Stocks fell Monday as part of a consolidation of a large move up from mid November. Potentially ominous is the appearance of an “outside day” similar to the one seen at the lows November 16th, although this one was to the downside versus the session to the upside in November. The S&P 500 fell 0.5% while the NASDAQ dropped 0.3%. There was a bevy of economic news across the globe – in China, a purchasing managers index showed the first expansion since October 2011 while in Europe drab data continues to pour out. In the U.S., a manufacturing report from the ISM came in contractionary at 49.5 versus an expectation of 51.7 – anything below 50 is a negative; this was the worst reading since summer 2009. Despite all that stocks held in most of the session until fading late.

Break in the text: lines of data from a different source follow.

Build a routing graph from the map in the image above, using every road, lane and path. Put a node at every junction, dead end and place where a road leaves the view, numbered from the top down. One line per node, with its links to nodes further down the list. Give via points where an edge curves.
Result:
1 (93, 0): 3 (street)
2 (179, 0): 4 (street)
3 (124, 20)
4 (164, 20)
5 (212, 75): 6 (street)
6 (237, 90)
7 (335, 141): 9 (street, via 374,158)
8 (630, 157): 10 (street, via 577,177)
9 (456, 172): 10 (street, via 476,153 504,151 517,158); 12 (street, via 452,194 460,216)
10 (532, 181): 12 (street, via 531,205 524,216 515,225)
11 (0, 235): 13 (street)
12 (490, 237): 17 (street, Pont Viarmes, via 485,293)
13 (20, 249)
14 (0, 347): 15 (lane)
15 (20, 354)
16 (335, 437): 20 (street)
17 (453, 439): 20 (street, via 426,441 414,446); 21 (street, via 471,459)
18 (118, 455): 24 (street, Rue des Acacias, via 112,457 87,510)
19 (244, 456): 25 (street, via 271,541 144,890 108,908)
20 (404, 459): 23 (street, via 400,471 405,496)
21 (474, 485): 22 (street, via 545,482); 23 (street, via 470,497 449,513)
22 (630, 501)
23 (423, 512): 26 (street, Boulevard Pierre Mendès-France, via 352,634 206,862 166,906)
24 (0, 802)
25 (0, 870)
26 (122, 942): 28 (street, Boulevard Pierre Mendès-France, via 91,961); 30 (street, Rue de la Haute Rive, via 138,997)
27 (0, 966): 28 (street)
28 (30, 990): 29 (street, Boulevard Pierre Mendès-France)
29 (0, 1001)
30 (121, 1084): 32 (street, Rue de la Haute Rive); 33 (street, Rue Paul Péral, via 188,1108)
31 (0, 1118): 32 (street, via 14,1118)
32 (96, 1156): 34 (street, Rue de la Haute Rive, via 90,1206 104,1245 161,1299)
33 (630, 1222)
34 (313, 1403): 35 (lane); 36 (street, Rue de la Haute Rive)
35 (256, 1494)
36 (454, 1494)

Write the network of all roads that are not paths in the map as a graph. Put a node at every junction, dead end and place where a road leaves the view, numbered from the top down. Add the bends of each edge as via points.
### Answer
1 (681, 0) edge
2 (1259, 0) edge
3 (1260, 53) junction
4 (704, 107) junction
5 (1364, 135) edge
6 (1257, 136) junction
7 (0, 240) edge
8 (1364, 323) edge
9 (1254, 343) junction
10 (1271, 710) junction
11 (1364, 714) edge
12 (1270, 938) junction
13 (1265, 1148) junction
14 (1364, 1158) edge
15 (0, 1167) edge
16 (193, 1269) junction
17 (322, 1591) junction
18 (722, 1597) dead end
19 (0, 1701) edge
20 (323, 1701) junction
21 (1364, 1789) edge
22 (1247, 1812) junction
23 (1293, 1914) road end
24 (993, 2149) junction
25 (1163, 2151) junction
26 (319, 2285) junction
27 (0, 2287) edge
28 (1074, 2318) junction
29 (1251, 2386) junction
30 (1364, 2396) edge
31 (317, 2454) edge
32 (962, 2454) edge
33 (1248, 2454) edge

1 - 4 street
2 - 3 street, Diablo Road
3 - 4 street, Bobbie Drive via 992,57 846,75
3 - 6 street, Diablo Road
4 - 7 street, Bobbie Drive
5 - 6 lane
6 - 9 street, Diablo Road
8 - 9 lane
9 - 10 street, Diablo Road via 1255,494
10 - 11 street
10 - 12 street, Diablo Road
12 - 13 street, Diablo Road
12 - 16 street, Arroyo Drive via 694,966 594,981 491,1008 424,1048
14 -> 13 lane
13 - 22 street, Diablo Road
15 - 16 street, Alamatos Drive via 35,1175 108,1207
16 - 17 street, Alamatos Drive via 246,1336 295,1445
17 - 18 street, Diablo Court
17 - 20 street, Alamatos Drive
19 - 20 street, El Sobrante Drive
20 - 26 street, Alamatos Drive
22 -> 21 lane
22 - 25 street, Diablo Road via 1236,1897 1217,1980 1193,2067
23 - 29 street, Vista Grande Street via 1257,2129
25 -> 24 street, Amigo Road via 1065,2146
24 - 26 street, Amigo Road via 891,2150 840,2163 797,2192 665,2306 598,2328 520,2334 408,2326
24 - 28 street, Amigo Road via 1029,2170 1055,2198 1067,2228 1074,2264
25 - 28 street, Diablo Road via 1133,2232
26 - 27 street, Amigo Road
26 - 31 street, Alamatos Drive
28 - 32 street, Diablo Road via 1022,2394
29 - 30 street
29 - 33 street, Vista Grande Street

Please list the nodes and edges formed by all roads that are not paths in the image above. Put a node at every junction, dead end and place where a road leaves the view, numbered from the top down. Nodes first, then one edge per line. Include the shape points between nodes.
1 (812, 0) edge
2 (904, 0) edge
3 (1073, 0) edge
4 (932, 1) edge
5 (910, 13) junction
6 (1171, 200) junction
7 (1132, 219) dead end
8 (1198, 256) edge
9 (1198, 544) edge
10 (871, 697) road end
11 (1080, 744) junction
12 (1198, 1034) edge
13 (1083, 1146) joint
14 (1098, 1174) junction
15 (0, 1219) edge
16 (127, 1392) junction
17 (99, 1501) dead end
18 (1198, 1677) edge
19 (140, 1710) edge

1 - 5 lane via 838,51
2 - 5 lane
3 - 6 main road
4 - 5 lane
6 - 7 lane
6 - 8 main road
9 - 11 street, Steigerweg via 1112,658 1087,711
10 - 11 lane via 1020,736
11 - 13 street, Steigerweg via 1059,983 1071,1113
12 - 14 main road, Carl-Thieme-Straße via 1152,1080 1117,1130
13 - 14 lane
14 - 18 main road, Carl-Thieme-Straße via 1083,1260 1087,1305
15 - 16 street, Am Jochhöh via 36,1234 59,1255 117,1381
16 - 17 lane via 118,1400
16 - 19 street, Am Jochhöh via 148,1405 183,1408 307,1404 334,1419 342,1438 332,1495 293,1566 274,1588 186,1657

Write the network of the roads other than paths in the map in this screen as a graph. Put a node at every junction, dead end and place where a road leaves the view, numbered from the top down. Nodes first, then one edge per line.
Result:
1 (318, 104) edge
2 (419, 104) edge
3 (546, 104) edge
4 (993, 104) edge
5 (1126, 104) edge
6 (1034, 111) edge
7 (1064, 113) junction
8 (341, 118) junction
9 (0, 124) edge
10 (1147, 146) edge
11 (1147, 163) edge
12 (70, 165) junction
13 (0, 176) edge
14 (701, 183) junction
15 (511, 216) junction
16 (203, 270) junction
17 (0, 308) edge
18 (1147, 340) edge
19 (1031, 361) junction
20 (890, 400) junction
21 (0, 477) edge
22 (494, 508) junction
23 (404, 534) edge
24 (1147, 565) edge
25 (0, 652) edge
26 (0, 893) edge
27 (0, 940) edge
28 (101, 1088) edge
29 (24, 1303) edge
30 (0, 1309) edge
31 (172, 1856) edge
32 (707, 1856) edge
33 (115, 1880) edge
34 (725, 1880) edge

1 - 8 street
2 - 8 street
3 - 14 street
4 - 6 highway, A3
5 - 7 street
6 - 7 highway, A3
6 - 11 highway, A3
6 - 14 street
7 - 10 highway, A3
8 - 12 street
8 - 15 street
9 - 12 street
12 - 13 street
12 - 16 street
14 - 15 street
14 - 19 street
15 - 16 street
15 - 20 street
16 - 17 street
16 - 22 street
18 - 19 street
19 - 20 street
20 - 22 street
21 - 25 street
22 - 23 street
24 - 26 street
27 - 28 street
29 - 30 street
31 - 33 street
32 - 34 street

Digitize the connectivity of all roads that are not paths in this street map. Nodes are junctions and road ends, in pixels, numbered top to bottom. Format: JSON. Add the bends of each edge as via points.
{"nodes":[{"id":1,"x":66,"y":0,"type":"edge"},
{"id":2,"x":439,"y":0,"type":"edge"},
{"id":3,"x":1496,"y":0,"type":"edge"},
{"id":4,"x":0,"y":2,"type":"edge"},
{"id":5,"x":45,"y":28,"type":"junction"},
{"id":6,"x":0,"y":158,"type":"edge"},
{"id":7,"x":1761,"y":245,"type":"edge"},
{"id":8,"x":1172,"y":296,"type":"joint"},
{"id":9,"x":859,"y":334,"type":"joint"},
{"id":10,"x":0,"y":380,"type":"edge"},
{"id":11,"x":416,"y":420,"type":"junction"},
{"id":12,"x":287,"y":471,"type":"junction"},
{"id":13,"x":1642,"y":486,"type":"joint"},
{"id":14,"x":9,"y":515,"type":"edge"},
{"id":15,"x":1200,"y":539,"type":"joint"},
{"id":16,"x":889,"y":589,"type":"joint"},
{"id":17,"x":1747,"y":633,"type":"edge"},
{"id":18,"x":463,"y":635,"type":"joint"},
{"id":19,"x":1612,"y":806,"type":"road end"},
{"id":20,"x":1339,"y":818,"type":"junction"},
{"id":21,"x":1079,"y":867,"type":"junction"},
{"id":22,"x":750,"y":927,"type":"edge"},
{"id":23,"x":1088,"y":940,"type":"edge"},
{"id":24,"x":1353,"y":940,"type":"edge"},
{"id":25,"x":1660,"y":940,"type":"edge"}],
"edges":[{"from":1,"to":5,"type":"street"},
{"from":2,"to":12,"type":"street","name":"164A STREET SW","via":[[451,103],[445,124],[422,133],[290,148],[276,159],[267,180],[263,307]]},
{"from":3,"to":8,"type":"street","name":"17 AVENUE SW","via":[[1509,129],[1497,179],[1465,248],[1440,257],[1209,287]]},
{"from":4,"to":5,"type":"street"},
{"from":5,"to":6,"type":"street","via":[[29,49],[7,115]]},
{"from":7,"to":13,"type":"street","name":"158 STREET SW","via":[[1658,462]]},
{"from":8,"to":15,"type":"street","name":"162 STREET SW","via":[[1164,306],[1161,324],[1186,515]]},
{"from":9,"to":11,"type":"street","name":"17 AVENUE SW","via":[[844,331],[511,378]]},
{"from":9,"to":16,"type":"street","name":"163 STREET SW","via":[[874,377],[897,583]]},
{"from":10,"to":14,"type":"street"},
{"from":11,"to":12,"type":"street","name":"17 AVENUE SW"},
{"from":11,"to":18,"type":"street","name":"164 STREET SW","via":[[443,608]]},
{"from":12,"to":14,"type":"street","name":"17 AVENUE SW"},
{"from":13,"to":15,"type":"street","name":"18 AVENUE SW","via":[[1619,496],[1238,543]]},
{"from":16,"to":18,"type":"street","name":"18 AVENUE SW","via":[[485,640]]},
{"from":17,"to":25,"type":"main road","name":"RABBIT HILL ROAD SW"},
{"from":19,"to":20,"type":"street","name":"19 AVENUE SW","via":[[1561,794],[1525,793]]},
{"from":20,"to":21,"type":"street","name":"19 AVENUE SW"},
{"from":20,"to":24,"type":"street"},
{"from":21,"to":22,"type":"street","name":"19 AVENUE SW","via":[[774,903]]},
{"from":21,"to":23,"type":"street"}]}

The S&P 500 posted a bearing engulfing candle today, after being rejected at the 50 day moving average as the index rose slightly above April 2012 highs intraday. At minimum this calls for caution near term.
The NASDAQ didn’t quite fare as poorly but also was rejected at a similar level.
Facebook had a very similar day to the major indexes, and across the spectrum many stocks staged similar reversals.
On the positive side, the dog that is the stock of Dell (DELL) actually had a positive day on a Goldman Sachs upgrade – but even with this name you can see it closed at the bottom end of its daily range.
Marketwatch has a story up titled – The 10 People Who Led us to the Fiscal Cliff. Interesting food for thought.